On American Mythologies and Thanksgiving

Destruction of Pequot IndiansBelow are excerpts from a post on catholicanarachy.org.  I find the reflections both provocative and worthy of serious consideration.

Thanksgiving in the united states is a holiday observed by pious Christians without much thought. What could be more Christian than thanking God for the blessings God has given us? The reality of this “secular” feast day is, of course, much less innocent and much more monstrous than we assume.  […]

…aside from the holi-day’s idolatrous core, there remains much to be concerned about. One is the obviously troubling history of the holiday and its relation to Native peoples. The story that is celebrated by mainstream white america is a lie, and indeed is not the story remembered by those who originally inhabited this land, which is a white supremacist story of extermination. And we Christians should not forget and should not fail to repent the fact that Christians and Christianity were complicit with this genocide, explicitly providing the theo-ideological justification for it.Secondly, the “blessings” that “we” (white, middle and upper class americans) celebrate are simply not shared by significant portions of the american population, let alone much of the rest of the world. Indeed, the poverty and misery experienced by many both inside and outside of the united states is not an accident of history, but is rather the dark underside of the “blessings” we feel so inspired to celebrate here in the so-called First World.

Third, in its “secular” form, this holi-day’s concept of “giving thanks” has become virtually unintelligible when God is taken out of the picture. This should make Christians concerned about who exactly we are thanking on such a holiday. In the absence of the Creator, what fills the “empty shrine” (in the words of Bill Cavanaugh) of the american empire on this holiday?
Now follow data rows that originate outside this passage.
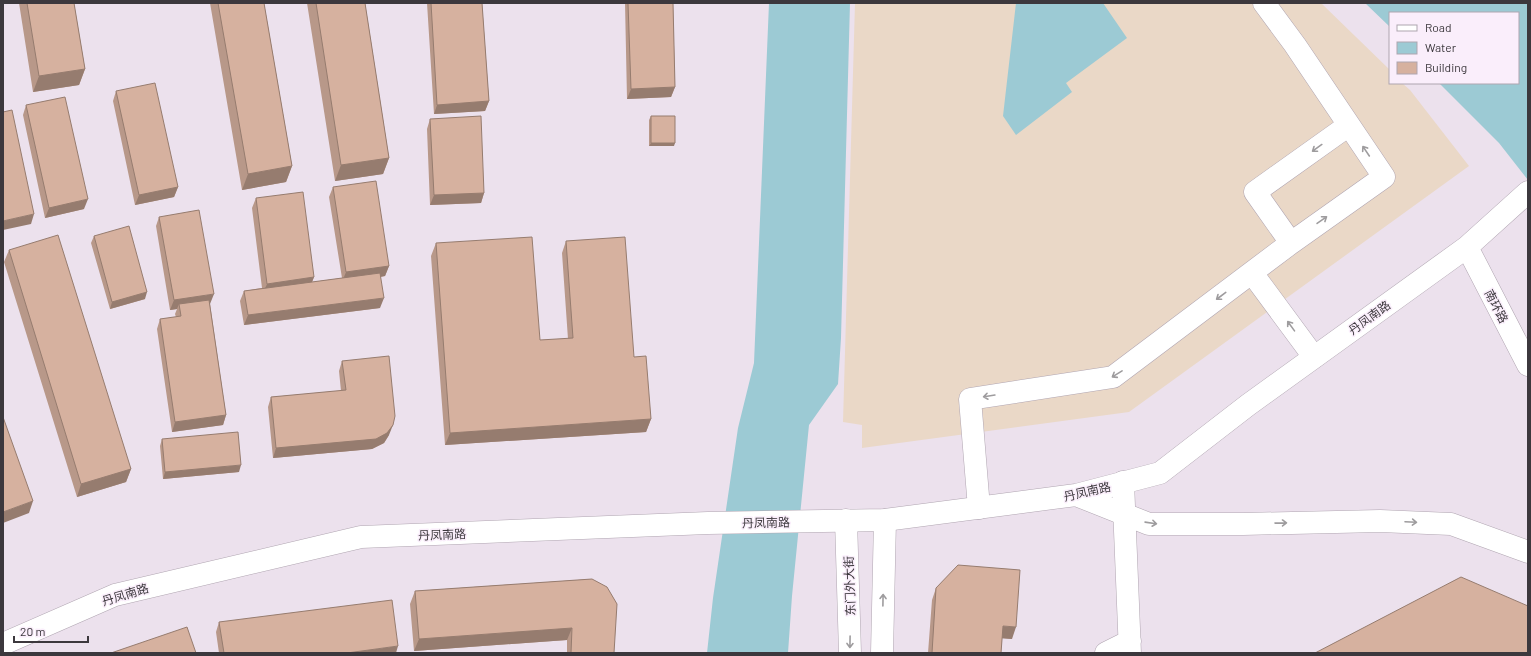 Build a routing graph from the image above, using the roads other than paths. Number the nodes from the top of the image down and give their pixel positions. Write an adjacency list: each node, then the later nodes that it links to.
1 (1264, 3): 2 (main road)
2 (1349, 125): 4 (main road, one-way to 2); 4 (main road, one-way to 4)
3 (1521, 198): 5 (main road, 丹凤南路)
4 (1291, 243): 6 (main road)
5 (1467, 247): 7 (main road, 丹凤南路); 8 (main road, 南环路)
6 (1252, 273): 7 (main road, one-way to 6); 11 (main road, one-way to 11)
7 (1314, 357): 9 (main road, 丹凤南路)
8 (1528, 365)
9 (1123, 482): 10 (main road, 丹凤南路); 12 (main road)
10 (1076, 495): 11 (main road, 丹凤南路); 12 (main road)
11 (979, 508): 14 (main road, 丹凤南路)
12 (1125, 515): 15 (main road, one-way to 15); 17 (main road)
13 (846, 520): 14 (main road, 丹凤南路); 16 (main road, 丹凤南路); 18 (main road, 东门外大街, one-way to 18)
14 (884, 520): 19 (main road, one-way to 14)
15 (1528, 552)
16 (3, 644)
17 (1130, 647): 20 (main road)
18 (850, 653)
19 (882, 653)
20 (1106, 653)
Who or what are “we” thanking for “our blessings?” The fact is, the holi-day is delightfully vague, and this vagueness is precisely part of what makes american civil religion work.

Fourth, in the absence of any intelligible sense of true “thanksgiving,” we are left with a holiday that tends to be reduced to “being with family and loved ones,” something that is, of course, nice to do, but which can quickly become an opportunity for the virtual worship of family and blood ties, another important aspect of american civil religion. Jesus, despite what the Religious Right has done to him, could hardly be called a “family values guy,” and resisted such notions of blood ties in his own day. […]

Pro-life Christians who choose to be thoughtful about such things should be deeply troubled by the reality of Thanksgiving. Indeed, it is perhaps the holi-day par excellence of the culture of death [e.g. the slaughter of Native Americans]. Of course, the best option for Christians would be simply not celebrating Thanksgiving at all. After all, Christians have their own thanksgiving, only we use its Greek name, eucharist. It is a celebration of liberation and resurrection, not invasion and extermination. It is a celebration that embodies new familial relationships not based on blood or nationality but our common life in Christ. It is a celebration whose purpose is not to say “thank you for all the stuff we have when others are not so fortunate,” but rather “thank you for inviting all of us to this table.” And of course, the one we thank is the Author of Life, the One who is not to be replaced by sentimentalism or the idols of state, of “freedom,” of “choice” and the like. No wonder Jesus made the eucharist a vegetarian feast, a true foretaste of the banquet of the Kingdom of God.

8 thoughts on “On American Mythologies and Thanksgiving”

  1. I think one of the most harmful and destructive lines of thinking is that one ought not to be thankful so long as others are less fortunate. The practical consequence of this would be an all-out ban on gratitude. I suppose the mysterious M is trying to make a slightly weaker claim, since he says that,

    “the poverty and misery experienced by many both inside and outside of the united states is not an accident of history, but is rather the dark underside of the ‘blessings’ we feel so inspired to celebrate here in the so-called First World.”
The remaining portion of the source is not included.